BEGIN Given records

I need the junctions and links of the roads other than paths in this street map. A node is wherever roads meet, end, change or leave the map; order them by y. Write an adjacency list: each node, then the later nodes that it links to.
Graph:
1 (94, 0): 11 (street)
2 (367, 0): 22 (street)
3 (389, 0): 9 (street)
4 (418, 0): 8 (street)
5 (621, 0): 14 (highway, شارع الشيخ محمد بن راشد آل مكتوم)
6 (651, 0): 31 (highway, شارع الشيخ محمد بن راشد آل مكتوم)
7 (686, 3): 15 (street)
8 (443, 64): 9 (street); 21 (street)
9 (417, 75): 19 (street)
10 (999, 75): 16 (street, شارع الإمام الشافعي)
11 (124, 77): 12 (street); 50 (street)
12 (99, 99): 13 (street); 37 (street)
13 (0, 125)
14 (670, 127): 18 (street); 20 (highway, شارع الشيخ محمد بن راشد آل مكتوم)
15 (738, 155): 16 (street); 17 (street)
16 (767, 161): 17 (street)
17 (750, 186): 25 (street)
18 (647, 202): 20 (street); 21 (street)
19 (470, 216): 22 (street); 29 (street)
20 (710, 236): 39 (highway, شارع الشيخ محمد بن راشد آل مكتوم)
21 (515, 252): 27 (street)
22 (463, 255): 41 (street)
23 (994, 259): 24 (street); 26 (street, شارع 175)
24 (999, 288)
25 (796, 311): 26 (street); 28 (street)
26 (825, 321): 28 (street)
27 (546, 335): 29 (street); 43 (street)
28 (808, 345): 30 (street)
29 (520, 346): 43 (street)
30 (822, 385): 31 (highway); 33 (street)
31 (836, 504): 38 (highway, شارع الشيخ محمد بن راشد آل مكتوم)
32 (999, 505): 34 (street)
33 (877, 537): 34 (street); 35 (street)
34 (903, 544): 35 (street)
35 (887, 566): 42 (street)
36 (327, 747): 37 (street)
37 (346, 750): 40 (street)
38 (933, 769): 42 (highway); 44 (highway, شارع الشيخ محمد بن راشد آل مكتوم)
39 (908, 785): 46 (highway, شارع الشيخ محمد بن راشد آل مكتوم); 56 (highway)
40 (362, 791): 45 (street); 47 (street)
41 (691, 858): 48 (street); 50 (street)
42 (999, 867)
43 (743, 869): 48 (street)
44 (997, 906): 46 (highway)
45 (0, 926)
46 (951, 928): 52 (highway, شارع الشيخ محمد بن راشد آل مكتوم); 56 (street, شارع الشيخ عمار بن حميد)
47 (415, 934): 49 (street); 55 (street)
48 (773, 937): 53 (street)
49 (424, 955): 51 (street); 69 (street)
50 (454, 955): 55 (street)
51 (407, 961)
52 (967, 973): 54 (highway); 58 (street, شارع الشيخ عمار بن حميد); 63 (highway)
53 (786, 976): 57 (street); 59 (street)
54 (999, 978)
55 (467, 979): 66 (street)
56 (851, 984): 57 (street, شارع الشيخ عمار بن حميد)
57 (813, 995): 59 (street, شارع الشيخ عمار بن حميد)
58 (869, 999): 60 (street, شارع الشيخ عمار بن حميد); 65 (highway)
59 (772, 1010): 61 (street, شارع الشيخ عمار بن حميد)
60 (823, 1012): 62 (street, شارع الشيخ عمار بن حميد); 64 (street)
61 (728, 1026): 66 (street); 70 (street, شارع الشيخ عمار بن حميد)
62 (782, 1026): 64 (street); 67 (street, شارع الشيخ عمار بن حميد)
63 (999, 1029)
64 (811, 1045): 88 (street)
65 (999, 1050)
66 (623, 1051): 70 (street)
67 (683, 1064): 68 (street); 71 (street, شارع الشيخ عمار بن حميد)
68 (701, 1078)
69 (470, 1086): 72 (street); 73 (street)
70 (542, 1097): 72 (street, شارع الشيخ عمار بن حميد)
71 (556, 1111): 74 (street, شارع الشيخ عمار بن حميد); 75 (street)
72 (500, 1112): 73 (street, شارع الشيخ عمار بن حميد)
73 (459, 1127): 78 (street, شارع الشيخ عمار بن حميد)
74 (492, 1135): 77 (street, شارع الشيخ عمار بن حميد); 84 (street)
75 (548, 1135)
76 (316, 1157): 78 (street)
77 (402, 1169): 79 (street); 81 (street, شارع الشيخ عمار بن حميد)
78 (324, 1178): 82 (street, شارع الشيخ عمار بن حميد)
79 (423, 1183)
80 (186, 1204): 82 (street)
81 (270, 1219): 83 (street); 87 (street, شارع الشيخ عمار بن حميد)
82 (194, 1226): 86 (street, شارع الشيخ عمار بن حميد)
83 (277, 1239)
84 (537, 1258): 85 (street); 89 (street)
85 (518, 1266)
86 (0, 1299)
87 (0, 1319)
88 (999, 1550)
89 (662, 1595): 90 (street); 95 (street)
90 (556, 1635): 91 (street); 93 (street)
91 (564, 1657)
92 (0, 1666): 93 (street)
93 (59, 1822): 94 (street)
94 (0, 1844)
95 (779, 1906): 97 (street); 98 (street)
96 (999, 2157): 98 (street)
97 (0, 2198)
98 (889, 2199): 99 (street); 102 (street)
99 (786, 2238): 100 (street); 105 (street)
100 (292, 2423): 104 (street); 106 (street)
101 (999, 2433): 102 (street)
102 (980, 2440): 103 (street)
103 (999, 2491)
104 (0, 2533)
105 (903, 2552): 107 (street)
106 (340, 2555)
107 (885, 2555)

END Given records

* [Task]:
Word for word, restate each of the records above.

* [Result of the exercise]:
I need the junctions and links of the roads other than paths in this street map. A node is wherever roads meet, end, change or leave the map; order them by y. Write an adjacency list: each node, then the later nodes that it links to.
Graph:
1 (94, 0): 11 (street)
2 (367, 0): 22 (street)
3 (389, 0): 9 (street)
4 (418, 0): 8 (street)
5 (621, 0): 14 (highway, شارع الشيخ محمد بن راشد آل مكتوم)
6 (651, 0): 31 (highway, شارع الشيخ محمد بن راشد آل مكتوم)
7 (686, 3): 15 (street)
8 (443, 64): 9 (street); 21 (street)
9 (417, 75): 19 (street)
10 (999, 75): 16 (street, شارع الإمام الشافعي)
11 (124, 77): 12 (street); 50 (street)
12 (99, 99): 13 (street); 37 (street)
13 (0, 125)
14 (670, 127): 18 (street); 20 (highway, شارع الشيخ محمد بن راشد آل مكتوم)
15 (738, 155): 16 (street); 17 (street)
16 (767, 161): 17 (street)
17 (750, 186): 25 (street)
18 (647, 202): 20 (street); 21 (street)
19 (470, 216): 22 (street); 29 (street)
20 (710, 236): 39 (highway, شارع الشيخ محمد بن راشد آل مكتوم)
21 (515, 252): 27 (street)
22 (463, 255): 41 (street)
23 (994, 259): 24 (street); 26 (street, شارع 175)
24 (999, 288)
25 (796, 311): 26 (street); 28 (street)
26 (825, 321): 28 (street)
27 (546, 335): 29 (street); 43 (street)
28 (808, 345): 30 (street)
29 (520, 346): 43 (street)
30 (822, 385): 31 (highway); 33 (street)
31 (836, 504): 38 (highway, شارع الشيخ محمد بن راشد آل مكتوم)
32 (999, 505): 34 (street)
33 (877, 537): 34 (street); 35 (street)
34 (903, 544): 35 (street)
35 (887, 566): 42 (street)
36 (327, 747): 37 (street)
37 (346, 750): 40 (street)
38 (933, 769): 42 (highway); 44 (highway, شارع الشيخ محمد بن راشد آل مكتوم)
39 (908, 785): 46 (highway, شارع الشيخ محمد بن راشد آل مكتوم); 56 (highway)
40 (362, 791): 45 (street); 47 (street)
41 (691, 858): 48 (street); 50 (street)
42 (999, 867)
43 (743, 869): 48 (street)
44 (997, 906): 46 (highway)
45 (0, 926)
46 (951, 928): 52 (highway, شارع الشيخ محمد بن راشد آل مكتوم); 56 (street, شارع الشيخ عمار بن حميد)
47 (415, 934): 49 (street); 55 (street)
48 (773, 937): 53 (street)
49 (424, 955): 51 (street); 69 (street)
50 (454, 955): 55 (street)
51 (407, 961)
52 (967, 973): 54 (highway); 58 (street, شارع الشيخ عمار بن حميد); 63 (highway)
53 (786, 976): 57 (street); 59 (street)
54 (999, 978)
55 (467, 979): 66 (street)
56 (851, 984): 57 (street, شارع الشيخ عمار بن حميد)
57 (813, 995): 59 (street, شارع الشيخ عمار بن حميد)
58 (869, 999): 60 (street, شارع الشيخ عمار بن حميد); 65 (highway)
59 (772, 1010): 61 (street, شارع الشيخ عمار بن حميد)
60 (823, 1012): 62 (street, شارع الشيخ عمار بن حميد); 64 (street)
61 (728, 1026): 66 (street); 70 (street, شارع الشيخ عمار بن حميد)
62 (782, 1026): 64 (street); 67 (street, شارع الشيخ عمار بن حميد)
63 (999, 1029)
64 (811, 1045): 88 (street)
65 (999, 1050)
66 (623, 1051): 70 (street)
67 (683, 1064): 68 (street); 71 (street, شارع الشيخ عمار بن حميد)
68 (701, 1078)
69 (470, 1086): 72 (street); 73 (street)
70 (542, 1097): 72 (street, شارع الشيخ عمار بن حميد)
71 (556, 1111): 74 (street, شارع الشيخ عمار بن حميد); 75 (street)
72 (500, 1112): 73 (street, شارع الشيخ عمار بن حميد)
73 (459, 1127): 78 (street, شارع الشيخ عمار بن حميد)
74 (492, 1135): 77 (street, شارع الشيخ عمار بن حميد); 84 (street)
75 (548, 1135)
76 (316, 1157): 78 (street)
77 (402, 1169): 79 (street); 81 (street, شارع الشيخ عمار بن حميد)
78 (324, 1178): 82 (street, شارع الشيخ عمار بن حميد)
79 (423, 1183)
80 (186, 1204): 82 (street)
81 (270, 1219): 83 (street); 87 (street, شارع الشيخ عمار بن حميد)
82 (194, 1226): 86 (street, شارع الشيخ عمار بن حميد)
83 (277, 1239)
84 (537, 1258): 85 (street); 89 (street)
85 (518, 1266)
86 (0, 1299)
87 (0, 1319)
88 (999, 1550)
89 (662, 1595): 90 (street); 95 (street)
90 (556, 1635): 91 (street); 93 (street)
91 (564, 1657)
92 (0, 1666): 93 (street)
93 (59, 1822): 94 (street)
94 (0, 1844)
95 (779, 1906): 97 (street); 98 (street)
96 (999, 2157): 98 (street)
97 (0, 2198)
98 (889, 2199): 99 (street); 102 (street)
99 (786, 2238): 100 (street); 105 (street)
100 (292, 2423): 104 (street); 106 (street)
101 (999, 2433): 102 (street)
102 (980, 2440): 103 (street)
103 (999, 2491)
104 (0, 2533)
105 (903, 2552): 107 (street)
106 (340, 2555)
107 (885, 2555)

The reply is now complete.